Taxi a Termini, controlli satellitari e 500 nuove licenze

Esperimento fallito a Termini, per i tassisti torna attuale l’incubo del controllo satellitare. Una minaccia preannunciata ieri da Veltroni a 24 ore dalla riunione della commissione consultiva con l’assessore Calamante: «Il servizio di potenziamento a Termini non ha funzionato - ha tuonato -. Se nei prossimi 3 mesi la situazione non migliorerà, ci siamo dati il termine del 21 ottobre, porterò in giunta una delibera che prevede 500 nuove licenze con controllo satellitare».

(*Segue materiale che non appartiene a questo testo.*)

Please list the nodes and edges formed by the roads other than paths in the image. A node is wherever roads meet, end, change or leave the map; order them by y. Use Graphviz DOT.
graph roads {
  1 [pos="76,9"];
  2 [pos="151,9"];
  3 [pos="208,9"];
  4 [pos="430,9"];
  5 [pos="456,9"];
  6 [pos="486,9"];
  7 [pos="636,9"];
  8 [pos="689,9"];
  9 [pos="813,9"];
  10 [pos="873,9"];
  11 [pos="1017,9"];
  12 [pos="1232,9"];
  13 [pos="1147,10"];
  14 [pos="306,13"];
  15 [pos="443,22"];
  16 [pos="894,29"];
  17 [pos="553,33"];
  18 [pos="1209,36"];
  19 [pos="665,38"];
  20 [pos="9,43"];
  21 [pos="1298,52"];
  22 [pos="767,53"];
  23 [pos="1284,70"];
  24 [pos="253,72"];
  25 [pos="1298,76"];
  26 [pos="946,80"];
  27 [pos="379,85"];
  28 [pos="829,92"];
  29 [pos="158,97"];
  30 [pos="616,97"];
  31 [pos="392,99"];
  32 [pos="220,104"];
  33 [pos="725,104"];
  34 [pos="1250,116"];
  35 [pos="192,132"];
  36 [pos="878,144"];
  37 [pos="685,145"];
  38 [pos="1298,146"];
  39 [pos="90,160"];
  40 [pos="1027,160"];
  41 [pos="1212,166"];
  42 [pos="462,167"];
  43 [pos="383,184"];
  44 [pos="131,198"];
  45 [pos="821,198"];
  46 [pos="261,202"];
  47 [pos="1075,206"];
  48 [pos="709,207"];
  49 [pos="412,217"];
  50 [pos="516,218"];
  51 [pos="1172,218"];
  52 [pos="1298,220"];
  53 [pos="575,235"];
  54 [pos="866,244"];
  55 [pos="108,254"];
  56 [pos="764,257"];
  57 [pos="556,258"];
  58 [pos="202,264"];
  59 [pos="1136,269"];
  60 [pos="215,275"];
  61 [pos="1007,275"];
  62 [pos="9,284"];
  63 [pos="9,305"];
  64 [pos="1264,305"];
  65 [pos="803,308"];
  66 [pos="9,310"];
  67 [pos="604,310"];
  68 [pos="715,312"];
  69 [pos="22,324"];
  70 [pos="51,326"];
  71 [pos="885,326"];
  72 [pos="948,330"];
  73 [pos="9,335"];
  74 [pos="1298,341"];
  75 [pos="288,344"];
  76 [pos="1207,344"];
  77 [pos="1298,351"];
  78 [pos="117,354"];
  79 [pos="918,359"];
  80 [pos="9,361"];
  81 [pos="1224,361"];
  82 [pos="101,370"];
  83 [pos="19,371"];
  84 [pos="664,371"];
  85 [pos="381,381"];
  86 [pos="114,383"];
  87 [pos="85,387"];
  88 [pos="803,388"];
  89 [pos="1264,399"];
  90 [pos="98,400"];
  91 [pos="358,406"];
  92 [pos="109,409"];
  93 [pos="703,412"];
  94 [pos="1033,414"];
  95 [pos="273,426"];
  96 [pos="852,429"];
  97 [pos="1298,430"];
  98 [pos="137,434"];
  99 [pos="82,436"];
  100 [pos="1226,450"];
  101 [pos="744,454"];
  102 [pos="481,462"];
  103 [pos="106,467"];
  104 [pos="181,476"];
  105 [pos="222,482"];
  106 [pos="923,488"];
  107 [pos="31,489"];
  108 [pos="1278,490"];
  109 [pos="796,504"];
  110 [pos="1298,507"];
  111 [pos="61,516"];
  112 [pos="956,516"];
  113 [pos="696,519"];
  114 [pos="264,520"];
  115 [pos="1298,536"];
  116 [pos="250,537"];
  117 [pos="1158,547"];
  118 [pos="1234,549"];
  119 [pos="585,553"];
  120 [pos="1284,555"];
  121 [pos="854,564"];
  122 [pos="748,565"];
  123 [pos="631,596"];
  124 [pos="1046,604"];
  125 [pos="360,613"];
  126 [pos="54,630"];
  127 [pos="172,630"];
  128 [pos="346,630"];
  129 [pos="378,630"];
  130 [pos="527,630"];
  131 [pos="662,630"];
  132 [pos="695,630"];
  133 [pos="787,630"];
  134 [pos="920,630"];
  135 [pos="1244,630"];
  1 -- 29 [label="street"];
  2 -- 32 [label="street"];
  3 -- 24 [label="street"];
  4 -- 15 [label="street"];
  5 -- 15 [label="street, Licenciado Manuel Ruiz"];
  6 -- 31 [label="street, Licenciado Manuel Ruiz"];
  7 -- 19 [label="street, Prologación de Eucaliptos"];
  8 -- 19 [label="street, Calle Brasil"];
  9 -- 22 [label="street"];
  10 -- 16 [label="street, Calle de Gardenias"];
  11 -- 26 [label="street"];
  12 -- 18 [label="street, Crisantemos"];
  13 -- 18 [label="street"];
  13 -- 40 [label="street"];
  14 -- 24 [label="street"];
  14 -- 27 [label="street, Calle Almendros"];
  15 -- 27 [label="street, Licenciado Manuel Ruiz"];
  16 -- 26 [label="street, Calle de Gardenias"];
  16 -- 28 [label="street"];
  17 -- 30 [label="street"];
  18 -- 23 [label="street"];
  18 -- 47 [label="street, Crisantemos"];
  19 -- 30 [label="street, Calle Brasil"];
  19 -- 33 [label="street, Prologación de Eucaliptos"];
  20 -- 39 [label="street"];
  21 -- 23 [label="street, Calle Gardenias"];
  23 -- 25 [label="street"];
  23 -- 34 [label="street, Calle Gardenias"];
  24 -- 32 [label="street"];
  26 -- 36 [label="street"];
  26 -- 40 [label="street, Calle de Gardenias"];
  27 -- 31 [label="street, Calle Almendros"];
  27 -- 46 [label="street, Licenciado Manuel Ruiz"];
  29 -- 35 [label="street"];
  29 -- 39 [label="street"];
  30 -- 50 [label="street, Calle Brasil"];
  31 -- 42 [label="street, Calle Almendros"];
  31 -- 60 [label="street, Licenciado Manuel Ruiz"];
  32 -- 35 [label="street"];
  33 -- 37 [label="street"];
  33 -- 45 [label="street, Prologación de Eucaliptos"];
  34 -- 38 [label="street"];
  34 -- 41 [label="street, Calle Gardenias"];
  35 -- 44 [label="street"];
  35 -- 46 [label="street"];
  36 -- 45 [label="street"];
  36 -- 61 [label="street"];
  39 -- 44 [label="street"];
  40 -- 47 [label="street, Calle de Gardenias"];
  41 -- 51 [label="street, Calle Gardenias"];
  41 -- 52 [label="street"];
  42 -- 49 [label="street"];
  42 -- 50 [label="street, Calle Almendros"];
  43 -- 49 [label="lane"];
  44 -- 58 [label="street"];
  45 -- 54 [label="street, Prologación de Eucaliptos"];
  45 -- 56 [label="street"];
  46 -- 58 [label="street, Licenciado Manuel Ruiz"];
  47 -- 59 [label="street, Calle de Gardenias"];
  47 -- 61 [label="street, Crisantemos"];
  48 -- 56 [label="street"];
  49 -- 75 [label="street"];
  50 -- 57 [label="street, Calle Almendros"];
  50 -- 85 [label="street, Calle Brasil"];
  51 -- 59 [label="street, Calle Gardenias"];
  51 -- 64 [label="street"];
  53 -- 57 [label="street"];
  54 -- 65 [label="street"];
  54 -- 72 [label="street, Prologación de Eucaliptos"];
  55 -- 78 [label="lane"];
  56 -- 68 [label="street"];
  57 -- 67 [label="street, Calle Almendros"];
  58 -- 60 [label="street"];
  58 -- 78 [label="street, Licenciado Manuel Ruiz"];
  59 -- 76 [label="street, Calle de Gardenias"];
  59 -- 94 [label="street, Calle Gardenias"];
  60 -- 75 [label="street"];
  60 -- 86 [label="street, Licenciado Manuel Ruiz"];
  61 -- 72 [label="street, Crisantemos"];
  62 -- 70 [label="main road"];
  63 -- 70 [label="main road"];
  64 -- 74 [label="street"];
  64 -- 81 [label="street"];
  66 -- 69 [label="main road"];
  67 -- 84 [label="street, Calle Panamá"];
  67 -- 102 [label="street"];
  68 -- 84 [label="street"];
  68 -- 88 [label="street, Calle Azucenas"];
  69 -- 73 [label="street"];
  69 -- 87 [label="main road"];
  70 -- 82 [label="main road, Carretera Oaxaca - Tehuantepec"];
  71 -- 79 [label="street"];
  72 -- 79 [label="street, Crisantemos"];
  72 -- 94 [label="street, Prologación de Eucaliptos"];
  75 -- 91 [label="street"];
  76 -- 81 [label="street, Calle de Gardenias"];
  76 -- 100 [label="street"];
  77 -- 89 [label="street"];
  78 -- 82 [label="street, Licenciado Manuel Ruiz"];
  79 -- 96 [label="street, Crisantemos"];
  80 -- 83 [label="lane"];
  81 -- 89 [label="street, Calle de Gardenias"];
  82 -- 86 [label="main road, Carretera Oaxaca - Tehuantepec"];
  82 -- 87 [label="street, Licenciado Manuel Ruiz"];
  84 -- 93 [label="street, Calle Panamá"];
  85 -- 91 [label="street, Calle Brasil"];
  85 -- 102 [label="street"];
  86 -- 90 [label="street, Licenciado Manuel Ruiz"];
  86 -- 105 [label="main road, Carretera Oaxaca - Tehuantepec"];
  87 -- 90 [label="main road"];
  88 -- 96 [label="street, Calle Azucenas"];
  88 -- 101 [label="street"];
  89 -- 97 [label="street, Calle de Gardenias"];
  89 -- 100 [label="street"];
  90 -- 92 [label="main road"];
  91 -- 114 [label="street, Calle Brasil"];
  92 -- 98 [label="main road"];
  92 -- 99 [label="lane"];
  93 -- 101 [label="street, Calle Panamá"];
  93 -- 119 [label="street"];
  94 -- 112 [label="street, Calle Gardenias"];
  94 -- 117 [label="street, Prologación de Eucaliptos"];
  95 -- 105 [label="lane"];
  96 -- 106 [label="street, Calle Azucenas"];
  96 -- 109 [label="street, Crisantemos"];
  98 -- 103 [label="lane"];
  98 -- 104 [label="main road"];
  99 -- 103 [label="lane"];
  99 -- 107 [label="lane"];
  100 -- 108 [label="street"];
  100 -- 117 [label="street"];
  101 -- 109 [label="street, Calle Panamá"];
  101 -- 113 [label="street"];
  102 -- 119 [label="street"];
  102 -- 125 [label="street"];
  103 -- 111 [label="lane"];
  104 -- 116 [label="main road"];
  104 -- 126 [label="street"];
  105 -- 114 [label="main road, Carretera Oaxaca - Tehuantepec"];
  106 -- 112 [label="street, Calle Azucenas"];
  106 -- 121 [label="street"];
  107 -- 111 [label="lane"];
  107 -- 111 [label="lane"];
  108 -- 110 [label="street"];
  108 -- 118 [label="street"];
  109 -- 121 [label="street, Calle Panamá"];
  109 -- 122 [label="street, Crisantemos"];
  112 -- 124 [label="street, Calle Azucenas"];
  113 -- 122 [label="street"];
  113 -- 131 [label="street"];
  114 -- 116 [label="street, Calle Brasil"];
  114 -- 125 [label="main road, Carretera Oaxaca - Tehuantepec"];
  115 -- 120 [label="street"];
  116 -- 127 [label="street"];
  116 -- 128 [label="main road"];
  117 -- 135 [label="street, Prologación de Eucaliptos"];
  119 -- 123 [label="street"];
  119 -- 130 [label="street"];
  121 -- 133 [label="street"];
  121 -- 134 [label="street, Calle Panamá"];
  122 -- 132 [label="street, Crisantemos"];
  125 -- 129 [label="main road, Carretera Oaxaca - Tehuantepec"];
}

Nel corso dell’incontro della commissione consultiva di giovedì scorso sono state stabilite, per la stazione Termini, nuovi turni, un portale per favorire le informazioni sull’andamento del servizio e tre mesi di monitoraggio per verificare gli effetti del provvedimento. Il potenziamento partirà il 21 luglio e si concluderà il 21 ottobre. I taxi aggiuntivi saranno presenti dalle 8,30 alle 24 e affiancheranno le auto in servizio nei turni ordinari. Dalle 8,30 alle 12,30 le vetture saranno da un minimo di 125 a un massimo di 191; dalle 16 alle 20 e dalle 18 alle 22 da un minimo di 63 a un massimo di 96. Stesse auto dalle 20 alle 24. Tutto dovrebbe essere monitorato dagli agenti del Git della Municipale.
«Quella delle 500 nuove licenze - ha aggiunto Calamante - non è una minaccia ma la cura ai problemi che si verificano a Termini». Infine sulle tariffe: «Saranno le categorie dei tassisti e le associazioni dei consumatori a dover formulare proposte di revisione delle tariffe, che sono ferme dal 2001, siamo disposti a discuterle». Ma, ammonisce, «il primo tema che deve essere verificato è quello della trasparenza così come la volontà di rendere il piano tariffario adeguato al servizio».